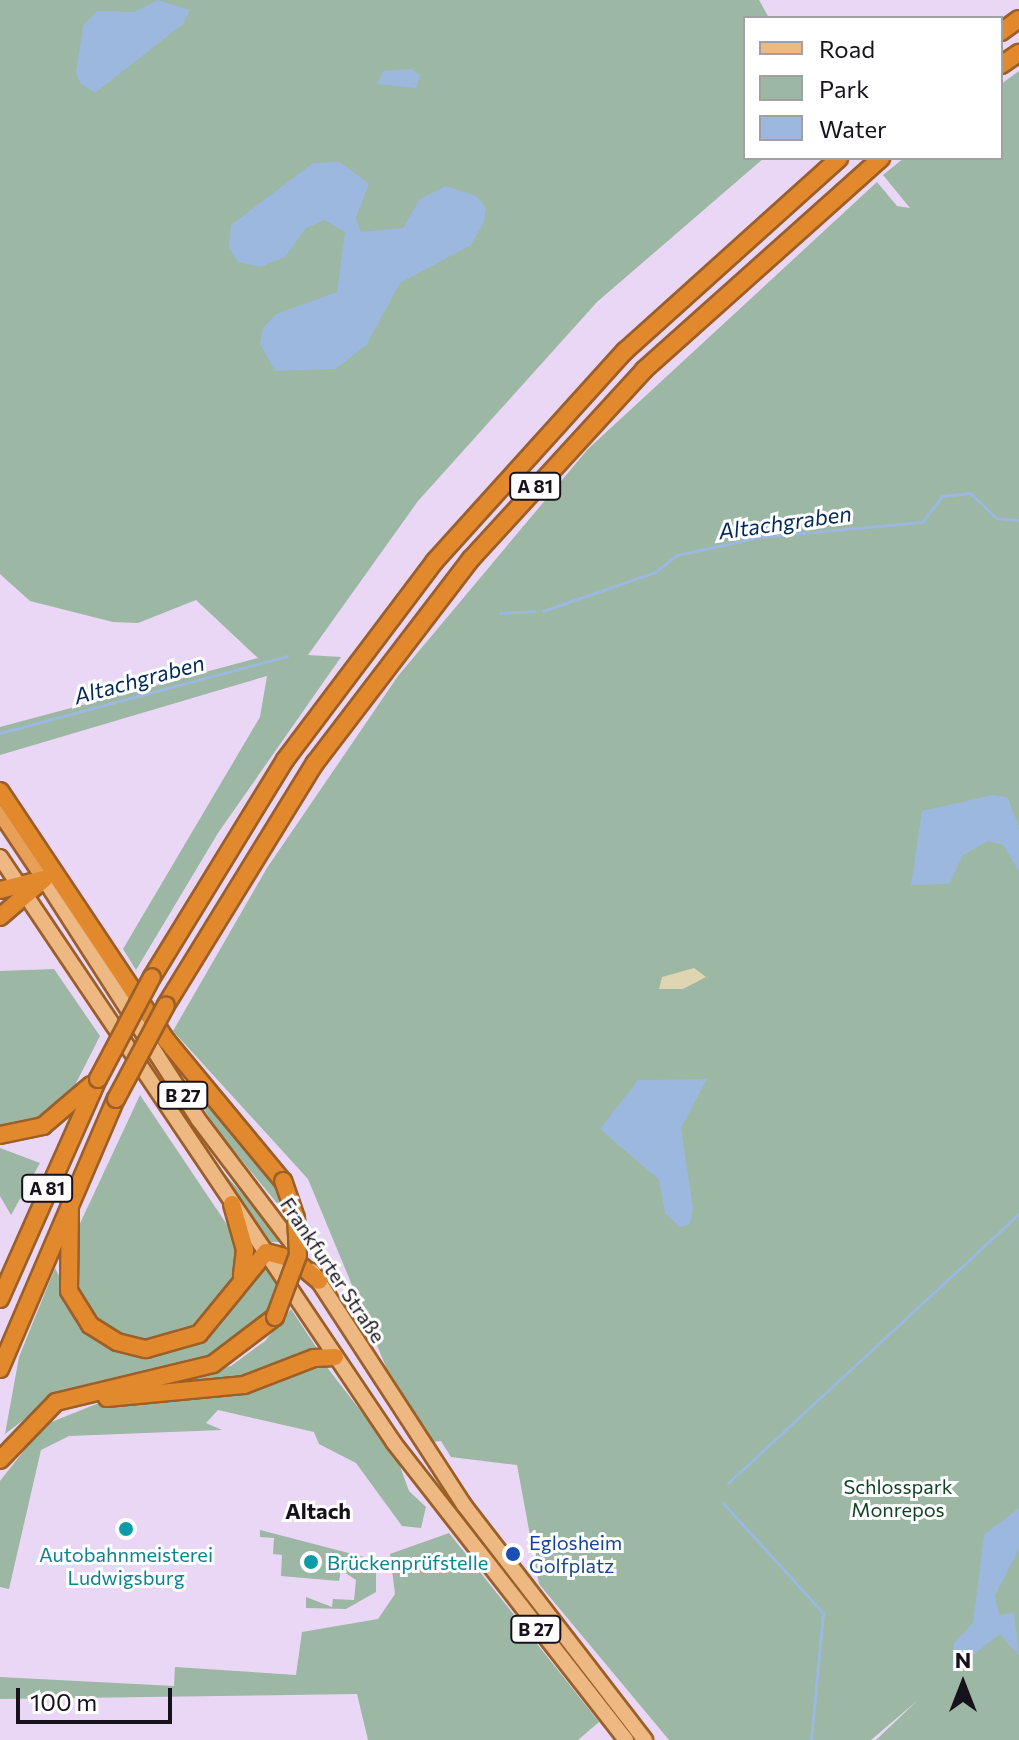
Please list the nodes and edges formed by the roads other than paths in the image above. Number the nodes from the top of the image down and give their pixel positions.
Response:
1 (837, 160) edge
2 (879, 160) edge
3 (0, 791) edge
4 (0, 813) edge
5 (0, 857) edge
6 (44, 879) junction
7 (8, 887) edge
8 (25, 900) junction
9 (0, 917) edge
10 (98, 1079) junction
11 (0, 1135) edge
12 (70, 1197) junction
13 (232, 1204) junction
14 (266, 1252) junction
15 (241, 1278) junction
16 (319, 1281) junction
17 (0, 1299) edge
18 (335, 1357) junction
19 (0, 1369) edge
20 (37, 1418) junction
21 (0, 1460) edge
22 (626, 1740) edge
23 (645, 1740) edge

1 - 10 highway, A 81, bridge
2 - 12 highway, A 81, bridge
3 - 20 highway, bridge
4 - 6 highway, Frankfurter Straße / B 27
5 - 7 main road, B 27
6 - 7 highway
6 - 8 highway
6 - 16 main road, Frankfurter Straße / B 27
7 - 8 main road, B 27
8 - 9 highway
8 - 13 main road, B 27
10 - 11 highway
10 - 17 highway, A 81
12 - 15 highway
12 - 19 highway, A 81
13 - 14 main road, B 27
13 - 15 highway
14 - 15 highway
14 - 16 highway, B 27
14 - 18 main road, B 27
16 - 23 main road, Frankfurter Straße / B 27
18 - 20 highway
18 - 22 main road, B 27
20 - 21 highway

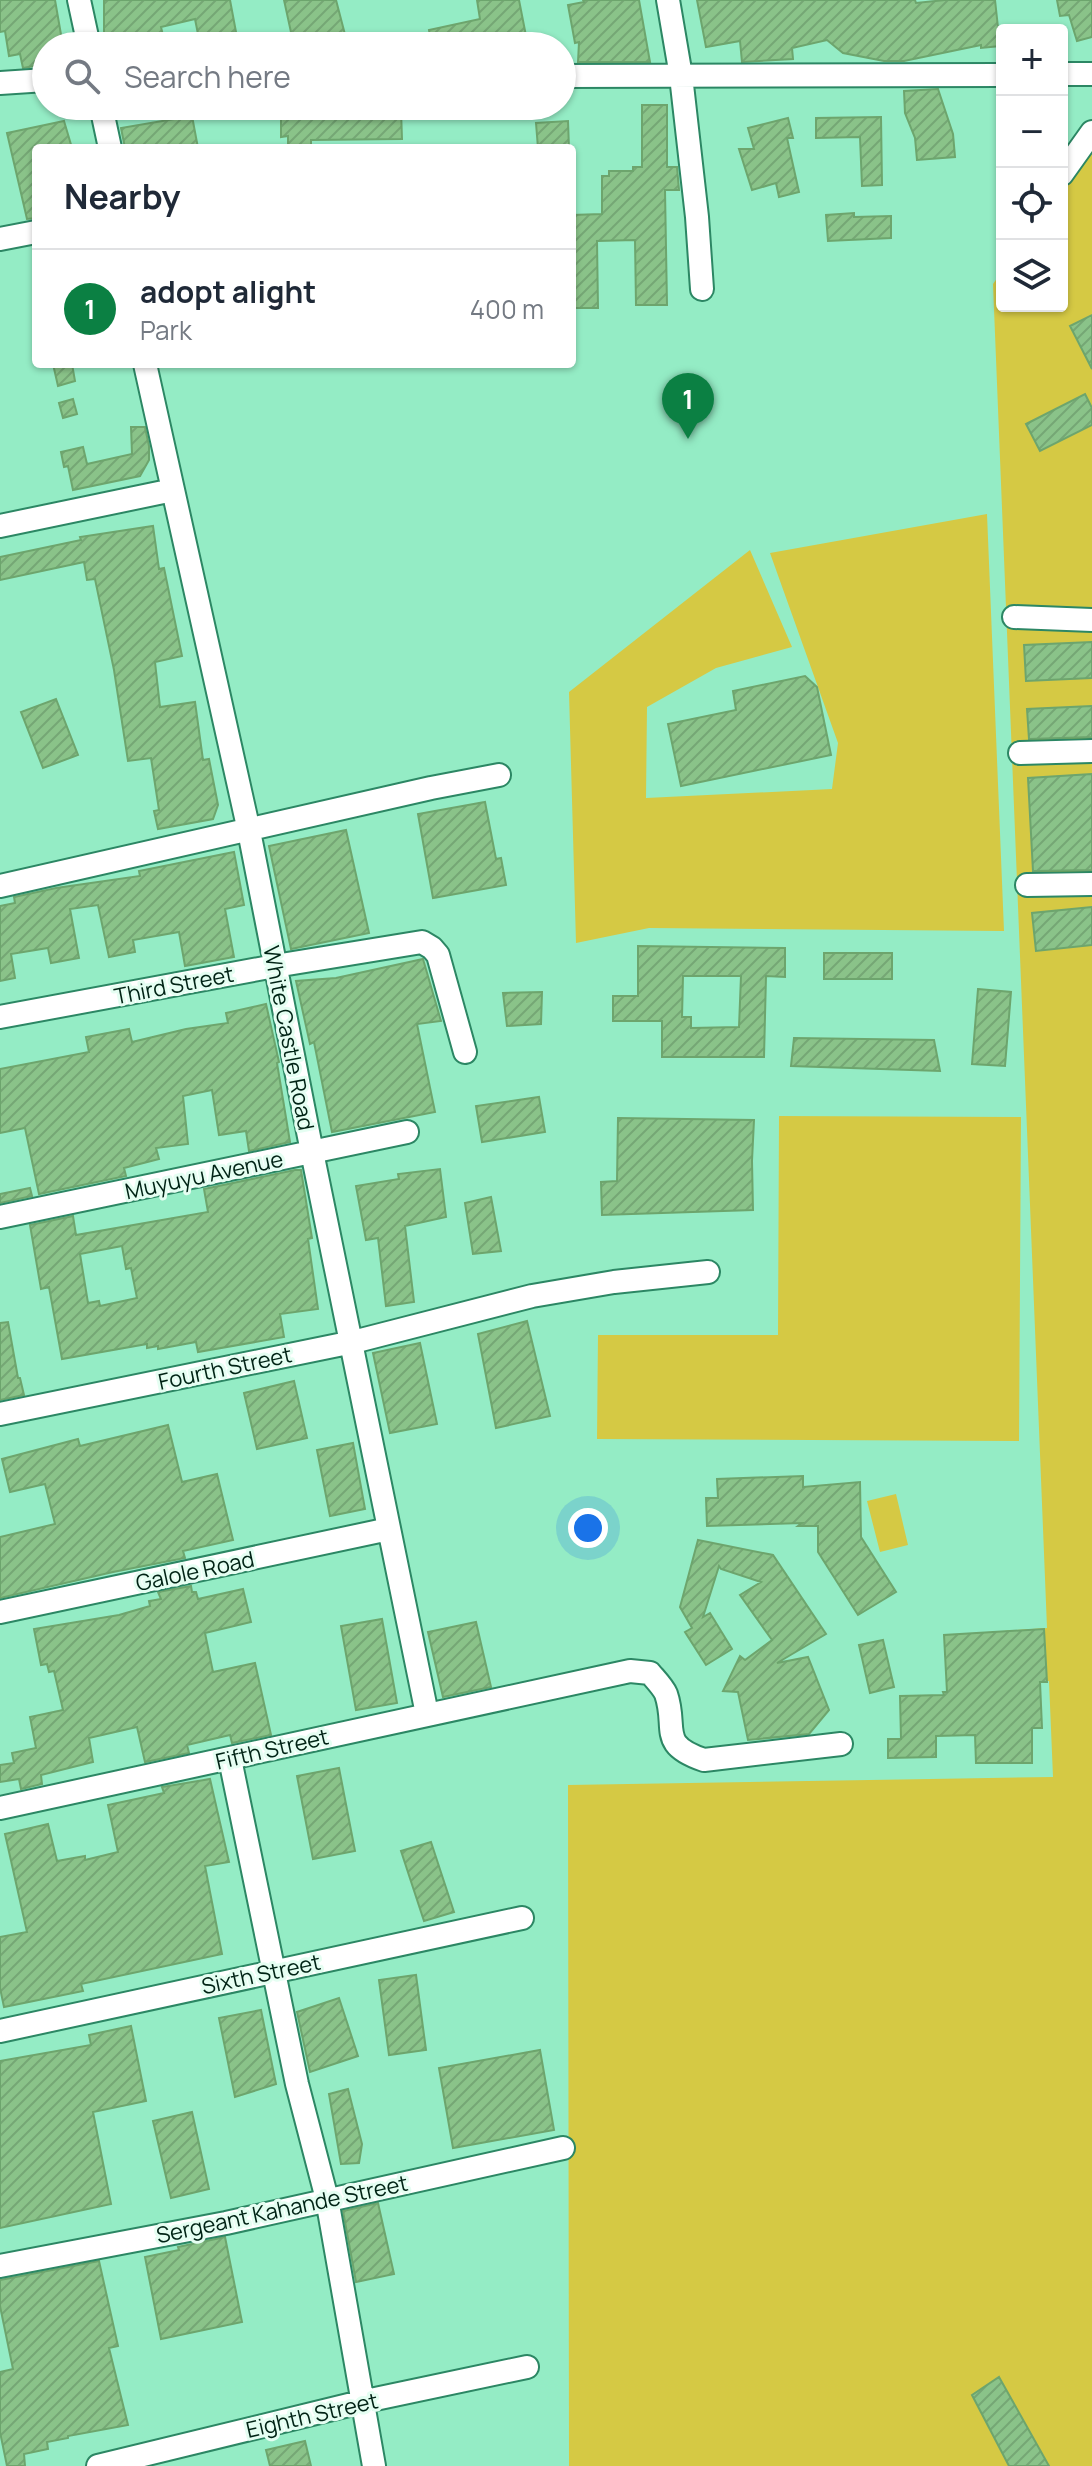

□ □ □ □ □ □ □

TASK DESCRIPTION: Print out the entries once more, unchanged. No pictures.

ANSWER TO THIS TASK:
Please list the nodes and edges formed by the roads other than paths in the image above. Number the nodes from the top of the image down and give their pixel positions.
Response:
1 (837, 160) edge
2 (879, 160) edge
3 (0, 791) edge
4 (0, 813) edge
5 (0, 857) edge
6 (44, 879) junction
7 (8, 887) edge
8 (25, 900) junction
9 (0, 917) edge
10 (98, 1079) junction
11 (0, 1135) edge
12 (70, 1197) junction
13 (232, 1204) junction
14 (266, 1252) junction
15 (241, 1278) junction
16 (319, 1281) junction
17 (0, 1299) edge
18 (335, 1357) junction
19 (0, 1369) edge
20 (37, 1418) junction
21 (0, 1460) edge
22 (626, 1740) edge
23 (645, 1740) edge

1 - 10 highway, A 81, bridge
2 - 12 highway, A 81, bridge
3 - 20 highway, bridge
4 - 6 highway, Frankfurter Straße / B 27
5 - 7 main road, B 27
6 - 7 highway
6 - 8 highway
6 - 16 main road, Frankfurter Straße / B 27
7 - 8 main road, B 27
8 - 9 highway
8 - 13 main road, B 27
10 - 11 highway
10 - 17 highway, A 81
12 - 15 highway
12 - 19 highway, A 81
13 - 14 main road, B 27
13 - 15 highway
14 - 15 highway
14 - 16 highway, B 27
14 - 18 main road, B 27
16 - 23 main road, Frankfurter Straße / B 27
18 - 20 highway
18 - 22 main road, B 27
20 - 21 highway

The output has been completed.